A positive deviation means the OPSD data set has more capacity than the BMWI statistics.
#Plot settings for absolute deviation
deviation_columns = ['absolute_wind_onshore','absolute_wind_offshore',
'absolute_solar','absolute_hydro','absolute_biomass',
'absolute_geothermal','absolute_total']
dataplot = valuation[deviation_columns]
deviation = Line(dataplot,
y=deviation_columns,
dash=deviation_columns,
color=deviation_columns,
title="Deviation between data set and BMWI statistic (negative => BMWI value higher)",
ylabel='Deviation in MW',
xlabel='From 1990 till 2015',
legend=True)
# Show Plot for absolute deviation
show(deviation)
** Calculate the relative deviation between both time series**
# Relative deviation
valuation['relative_wind_onshore'] = (valuation['absolute_wind_onshore'] / valuation['bmwi_wind_onshore']).fillna(0)
valuation['relative_wind_offshore'] = (valuation['absolute_wind_offshore'] / valuation['bmwi_wind_offshore']).fillna(0)

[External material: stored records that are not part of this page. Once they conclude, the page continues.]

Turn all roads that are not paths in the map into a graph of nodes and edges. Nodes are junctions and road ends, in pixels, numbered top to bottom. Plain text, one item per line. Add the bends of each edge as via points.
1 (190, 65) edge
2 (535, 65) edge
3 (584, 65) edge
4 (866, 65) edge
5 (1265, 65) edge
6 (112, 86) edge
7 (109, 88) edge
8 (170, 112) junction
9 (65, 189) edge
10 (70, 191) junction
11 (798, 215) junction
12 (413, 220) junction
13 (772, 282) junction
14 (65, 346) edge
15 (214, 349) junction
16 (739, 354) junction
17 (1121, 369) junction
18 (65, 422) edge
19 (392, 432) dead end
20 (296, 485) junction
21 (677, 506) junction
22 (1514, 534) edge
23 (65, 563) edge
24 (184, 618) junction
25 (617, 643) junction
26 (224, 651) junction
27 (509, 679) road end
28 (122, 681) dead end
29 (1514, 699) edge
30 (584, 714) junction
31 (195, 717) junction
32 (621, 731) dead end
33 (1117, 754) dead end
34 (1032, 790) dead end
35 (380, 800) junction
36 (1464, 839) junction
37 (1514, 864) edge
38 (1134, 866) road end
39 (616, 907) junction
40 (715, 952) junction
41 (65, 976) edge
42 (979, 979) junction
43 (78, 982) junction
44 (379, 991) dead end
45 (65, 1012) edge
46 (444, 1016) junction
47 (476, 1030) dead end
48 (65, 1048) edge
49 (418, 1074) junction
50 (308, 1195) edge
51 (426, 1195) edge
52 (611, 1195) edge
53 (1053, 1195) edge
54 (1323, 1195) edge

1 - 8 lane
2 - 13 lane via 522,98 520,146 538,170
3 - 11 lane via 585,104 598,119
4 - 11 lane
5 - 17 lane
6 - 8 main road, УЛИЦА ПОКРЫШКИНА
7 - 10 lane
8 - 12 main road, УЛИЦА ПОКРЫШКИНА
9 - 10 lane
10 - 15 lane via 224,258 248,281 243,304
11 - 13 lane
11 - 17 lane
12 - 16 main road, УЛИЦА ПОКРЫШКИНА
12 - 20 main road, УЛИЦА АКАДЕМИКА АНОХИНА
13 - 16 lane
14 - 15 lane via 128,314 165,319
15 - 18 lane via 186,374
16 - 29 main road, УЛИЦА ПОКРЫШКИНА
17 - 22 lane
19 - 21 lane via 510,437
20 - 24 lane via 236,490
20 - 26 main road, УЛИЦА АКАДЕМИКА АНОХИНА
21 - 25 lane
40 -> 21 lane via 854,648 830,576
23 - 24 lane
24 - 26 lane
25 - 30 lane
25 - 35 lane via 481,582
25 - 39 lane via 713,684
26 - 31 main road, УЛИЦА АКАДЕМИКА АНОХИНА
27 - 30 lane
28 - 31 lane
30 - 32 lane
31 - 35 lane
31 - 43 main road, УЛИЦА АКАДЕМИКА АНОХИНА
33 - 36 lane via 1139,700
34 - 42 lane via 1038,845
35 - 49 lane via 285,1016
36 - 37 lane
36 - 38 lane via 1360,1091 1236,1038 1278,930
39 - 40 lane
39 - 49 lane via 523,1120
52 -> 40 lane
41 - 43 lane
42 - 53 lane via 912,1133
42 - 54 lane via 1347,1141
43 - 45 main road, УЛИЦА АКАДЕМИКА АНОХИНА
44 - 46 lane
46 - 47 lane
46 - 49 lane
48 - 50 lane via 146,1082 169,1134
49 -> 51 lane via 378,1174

valuation['relative_solar'] = (valuation['absolute_solar'] / (valuation['bmwi_solar'])).fillna(0)
valuation['relative_hydro'] = (valuation['absolute_hydro'] / (valuation['bmwi_hydro'])).fillna(0)
valuation['relative_geothermal'] = (valuation['absolute_geothermal'] / (valuation['bmwi_geothermal'])).fillna(0)
valuation['relative_biomass'] = (valuation['absolute_biomass'] / (valuation['bmwi_biomass'])).fillna(0)
valuation['relative_total'] = (valuation['absolute_total'] / (valuation['bmwi_total'])).fillna(0)
# Plot settings relative deviation
relative_column = ['relative_wind_onshore','relative_wind_offshore',
'relative_solar','relative_hydro','relative_biomass',
'relative_total']
dataplot2 = valuation[relative_column]
relative = Line(dataplot2 * 100,
y=relative_column,
dash=relative_column,
color=relative_column,
title="Deviation between data set and BMWI statistic (negative => BMWI value higher)",
ylabel='Relative difference in percent',
xlabel='From 1990 till 2015',
legend=True)
Plotting the relative deviation
The graph shows the relative difference of the electrical capacity between the OPSD data set of renewable power plants and the BMWI statistic from 1990 until 2015.
A positive value means the OPSD data set has more capacity than the BMWI statistics.
# Show Plot for relative deviation
show(relative)
Saving deviation results in XLSX-file
# write results as Excel file
valuation.to_excel('validation_report.xlsx', sheet_name='Capacities_1990_2015', float_format= '%20.5f')
A similar order of columns is pursued for all country lists.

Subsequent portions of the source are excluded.